Quizás el conflicto suministrado por este odio al invasor, permitió a Irlanda dar a la patria y la lengua de Shakespeare sus mejores dramaturgos. William Congreve, el más famoso autor de la Restauración británica, había sido criado en Irlanda, estudiando en el prestigioso Trinity College de Dublín. Oscar Wilde y Bernard Shaw habían nacido en Irlanda. Con posterioridad a J.M. Synge y William B. Yeats, (considerados los padres del teatro irlandés), habrían de venir Sean O’Casey, Samuel Beckett, Jim Sheridan…; sin contar con los dublineses James Joyce o Jonathan Switt, padre literario de Gulliver.

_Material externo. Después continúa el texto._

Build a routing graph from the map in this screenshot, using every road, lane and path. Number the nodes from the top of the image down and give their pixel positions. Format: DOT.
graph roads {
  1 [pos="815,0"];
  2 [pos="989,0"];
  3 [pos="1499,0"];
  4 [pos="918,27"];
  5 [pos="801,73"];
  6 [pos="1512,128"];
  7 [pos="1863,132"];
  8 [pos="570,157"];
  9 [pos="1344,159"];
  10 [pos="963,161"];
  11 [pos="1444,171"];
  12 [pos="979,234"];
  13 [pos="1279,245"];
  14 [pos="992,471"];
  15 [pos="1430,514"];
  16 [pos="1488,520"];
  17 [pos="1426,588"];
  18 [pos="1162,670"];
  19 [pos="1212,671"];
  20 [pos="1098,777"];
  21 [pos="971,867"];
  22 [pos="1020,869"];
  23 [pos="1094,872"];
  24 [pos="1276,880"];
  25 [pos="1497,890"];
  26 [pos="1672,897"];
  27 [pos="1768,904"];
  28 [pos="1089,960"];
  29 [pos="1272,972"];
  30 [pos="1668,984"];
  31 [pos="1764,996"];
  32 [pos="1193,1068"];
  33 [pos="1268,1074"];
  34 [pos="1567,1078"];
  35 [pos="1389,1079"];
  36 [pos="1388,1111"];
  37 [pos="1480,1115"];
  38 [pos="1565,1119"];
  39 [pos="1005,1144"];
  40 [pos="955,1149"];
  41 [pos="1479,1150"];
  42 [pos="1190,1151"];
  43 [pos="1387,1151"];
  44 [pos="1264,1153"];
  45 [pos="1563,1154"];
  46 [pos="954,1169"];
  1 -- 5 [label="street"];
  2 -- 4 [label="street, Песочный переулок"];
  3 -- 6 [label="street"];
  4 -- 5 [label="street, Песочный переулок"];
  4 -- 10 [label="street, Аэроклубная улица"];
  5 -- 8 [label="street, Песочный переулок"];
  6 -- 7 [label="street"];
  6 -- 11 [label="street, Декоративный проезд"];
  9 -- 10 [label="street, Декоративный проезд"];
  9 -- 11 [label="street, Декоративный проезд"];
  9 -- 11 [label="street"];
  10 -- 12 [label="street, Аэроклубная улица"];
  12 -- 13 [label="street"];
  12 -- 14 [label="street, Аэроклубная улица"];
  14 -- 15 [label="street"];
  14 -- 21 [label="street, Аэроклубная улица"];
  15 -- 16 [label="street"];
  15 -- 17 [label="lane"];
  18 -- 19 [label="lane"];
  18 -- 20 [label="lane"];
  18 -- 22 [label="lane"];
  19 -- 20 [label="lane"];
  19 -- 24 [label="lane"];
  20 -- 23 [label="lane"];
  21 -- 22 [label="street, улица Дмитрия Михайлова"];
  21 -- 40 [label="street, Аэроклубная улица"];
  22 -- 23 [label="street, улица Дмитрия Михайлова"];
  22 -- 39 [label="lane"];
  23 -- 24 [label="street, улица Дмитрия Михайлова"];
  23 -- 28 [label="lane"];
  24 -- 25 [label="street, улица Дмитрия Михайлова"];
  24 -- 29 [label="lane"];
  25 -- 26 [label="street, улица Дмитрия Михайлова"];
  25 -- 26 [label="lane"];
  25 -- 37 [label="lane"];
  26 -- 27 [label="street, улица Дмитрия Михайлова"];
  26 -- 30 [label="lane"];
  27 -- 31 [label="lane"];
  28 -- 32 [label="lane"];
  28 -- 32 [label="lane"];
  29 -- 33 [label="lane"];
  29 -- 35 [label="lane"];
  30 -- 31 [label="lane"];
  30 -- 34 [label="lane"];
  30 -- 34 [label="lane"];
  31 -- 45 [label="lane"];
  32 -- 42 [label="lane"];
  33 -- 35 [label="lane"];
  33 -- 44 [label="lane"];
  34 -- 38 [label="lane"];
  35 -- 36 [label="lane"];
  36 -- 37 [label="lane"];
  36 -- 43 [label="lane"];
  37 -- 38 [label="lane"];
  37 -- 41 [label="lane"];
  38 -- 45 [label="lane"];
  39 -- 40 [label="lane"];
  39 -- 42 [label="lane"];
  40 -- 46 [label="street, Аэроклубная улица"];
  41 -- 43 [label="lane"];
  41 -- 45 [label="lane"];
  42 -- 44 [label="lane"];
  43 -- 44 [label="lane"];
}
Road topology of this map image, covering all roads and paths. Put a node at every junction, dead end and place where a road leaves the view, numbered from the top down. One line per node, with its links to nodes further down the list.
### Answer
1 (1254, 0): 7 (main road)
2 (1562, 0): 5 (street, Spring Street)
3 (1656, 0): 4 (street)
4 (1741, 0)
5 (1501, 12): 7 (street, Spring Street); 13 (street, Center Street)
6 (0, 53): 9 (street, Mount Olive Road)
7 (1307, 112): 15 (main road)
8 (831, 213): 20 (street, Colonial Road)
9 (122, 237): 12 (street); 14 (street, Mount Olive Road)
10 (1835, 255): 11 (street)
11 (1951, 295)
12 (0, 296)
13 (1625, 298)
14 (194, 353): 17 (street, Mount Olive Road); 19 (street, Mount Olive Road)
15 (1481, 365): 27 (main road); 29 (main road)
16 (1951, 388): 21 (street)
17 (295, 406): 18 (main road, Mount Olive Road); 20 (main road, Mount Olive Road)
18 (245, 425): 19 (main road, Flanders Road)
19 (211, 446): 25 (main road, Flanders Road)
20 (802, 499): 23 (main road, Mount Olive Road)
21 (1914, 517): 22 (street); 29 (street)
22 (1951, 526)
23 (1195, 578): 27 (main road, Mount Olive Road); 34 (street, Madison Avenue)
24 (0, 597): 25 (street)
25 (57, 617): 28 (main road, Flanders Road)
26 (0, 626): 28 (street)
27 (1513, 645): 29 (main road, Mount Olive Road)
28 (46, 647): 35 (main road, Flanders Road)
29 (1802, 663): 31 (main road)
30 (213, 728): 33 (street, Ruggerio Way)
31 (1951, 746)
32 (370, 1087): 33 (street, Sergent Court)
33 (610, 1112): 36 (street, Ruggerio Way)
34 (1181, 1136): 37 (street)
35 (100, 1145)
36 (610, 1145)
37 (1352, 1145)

El teatro es la patria del idioma, allá donde se represente, encarna la cultura a la que pertenece. La prueba del algodón de las nacionalidades no la suministran sus derechos políticos históricos, sino la existencia de una literatura en lengua autóctona. Paradójicamente, los irlandeses, tan orgullosos y convencidos de su espíritu nacional por encima de los ingleses, no se habían tomado la molestia de producir una literatura en lengua propia.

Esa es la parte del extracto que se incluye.